The event, which is part of the "Partners in Agriculture" celebration, showcased how successful public and private partnerships worldwide can leverage technology and strategic policy to achieve food production goals for a fast-growing world population. These events commemorate the exponential growth of the agricultural trade relationship between the United States and Japan.  In addition, the events celebrate the strong, historical ties that will continue to foster successful trade for agricultural products in the years to come.

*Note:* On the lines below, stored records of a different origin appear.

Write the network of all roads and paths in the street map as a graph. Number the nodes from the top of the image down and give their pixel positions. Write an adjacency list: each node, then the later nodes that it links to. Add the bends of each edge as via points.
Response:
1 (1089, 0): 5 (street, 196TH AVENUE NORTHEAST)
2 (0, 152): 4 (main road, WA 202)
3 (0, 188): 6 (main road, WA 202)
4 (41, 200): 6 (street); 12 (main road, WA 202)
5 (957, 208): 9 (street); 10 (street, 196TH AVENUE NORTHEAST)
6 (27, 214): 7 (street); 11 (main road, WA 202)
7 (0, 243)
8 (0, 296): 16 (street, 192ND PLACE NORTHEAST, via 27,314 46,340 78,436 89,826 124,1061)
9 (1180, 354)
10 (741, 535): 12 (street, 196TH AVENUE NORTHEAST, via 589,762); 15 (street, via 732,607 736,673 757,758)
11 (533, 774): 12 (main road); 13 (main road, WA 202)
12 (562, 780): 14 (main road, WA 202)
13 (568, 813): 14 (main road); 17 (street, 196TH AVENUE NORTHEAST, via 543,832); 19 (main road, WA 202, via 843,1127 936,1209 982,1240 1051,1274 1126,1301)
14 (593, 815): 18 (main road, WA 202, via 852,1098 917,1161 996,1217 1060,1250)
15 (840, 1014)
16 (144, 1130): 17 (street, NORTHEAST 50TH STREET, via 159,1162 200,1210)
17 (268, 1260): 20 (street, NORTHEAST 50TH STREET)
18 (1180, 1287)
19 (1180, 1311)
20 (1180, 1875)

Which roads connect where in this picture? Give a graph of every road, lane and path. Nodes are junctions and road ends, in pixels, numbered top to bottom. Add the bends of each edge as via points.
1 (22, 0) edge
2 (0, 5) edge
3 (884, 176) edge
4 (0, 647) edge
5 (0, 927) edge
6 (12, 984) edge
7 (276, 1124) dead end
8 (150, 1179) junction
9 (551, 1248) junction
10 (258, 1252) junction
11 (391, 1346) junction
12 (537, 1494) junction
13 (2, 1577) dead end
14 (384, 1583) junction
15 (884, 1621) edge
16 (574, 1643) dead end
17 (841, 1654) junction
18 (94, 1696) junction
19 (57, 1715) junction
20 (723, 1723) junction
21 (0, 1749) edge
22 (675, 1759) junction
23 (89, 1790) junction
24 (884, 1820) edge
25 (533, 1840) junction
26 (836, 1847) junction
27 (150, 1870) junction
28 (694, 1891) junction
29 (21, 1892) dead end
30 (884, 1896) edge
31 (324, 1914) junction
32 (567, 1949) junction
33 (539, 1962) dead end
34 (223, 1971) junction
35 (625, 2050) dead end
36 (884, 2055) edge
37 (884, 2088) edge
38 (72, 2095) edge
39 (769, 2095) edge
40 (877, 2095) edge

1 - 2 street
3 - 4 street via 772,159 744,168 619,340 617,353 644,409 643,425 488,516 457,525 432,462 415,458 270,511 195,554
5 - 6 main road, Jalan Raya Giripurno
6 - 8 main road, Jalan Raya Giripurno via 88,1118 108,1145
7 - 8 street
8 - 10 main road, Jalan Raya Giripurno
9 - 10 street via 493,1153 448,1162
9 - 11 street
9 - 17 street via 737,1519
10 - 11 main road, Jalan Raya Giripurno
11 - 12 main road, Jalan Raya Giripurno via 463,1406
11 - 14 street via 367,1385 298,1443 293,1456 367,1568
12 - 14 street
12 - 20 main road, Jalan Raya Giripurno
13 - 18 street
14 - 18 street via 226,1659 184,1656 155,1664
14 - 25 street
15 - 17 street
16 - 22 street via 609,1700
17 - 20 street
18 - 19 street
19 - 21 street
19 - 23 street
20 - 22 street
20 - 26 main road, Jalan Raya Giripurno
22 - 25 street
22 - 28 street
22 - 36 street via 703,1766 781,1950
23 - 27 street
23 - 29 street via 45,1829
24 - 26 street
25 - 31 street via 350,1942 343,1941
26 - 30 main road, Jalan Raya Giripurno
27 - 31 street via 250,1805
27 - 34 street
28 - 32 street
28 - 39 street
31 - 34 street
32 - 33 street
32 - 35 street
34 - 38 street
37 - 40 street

USGC President and CEO Thomas C. Dorr delivered the opening and closing remarks at today's symposium. "Some of the world's finest minds gathered together today to discuss how to leverage past successes in international agricultural cooperative programs between the U.S. and Japan, plus today's emerging technologies, to provide proper nutrition and economic strength and stability for our world's growing population," he said.

Policy leaders and technology experts from around the world delivered remarks and participated in panel discussions at the symposium.

USGC Chairman Rick Fruth, an Ohio grains producer, moderated a panel discussion focused on the topic, "Feeding a Growing World," featuring noted industry and academic experts.

"From the dual perspective as the Grains Council chairman and a crop producer, being a part of today's discussion was a powerful experience," said Fruth. "Crop producers are hungry for the technology that will allow us to help feed the world's growing population. The dialogue we created today lays the foundation for achieving that goal through a combination of the right policy and the strategic application of technology."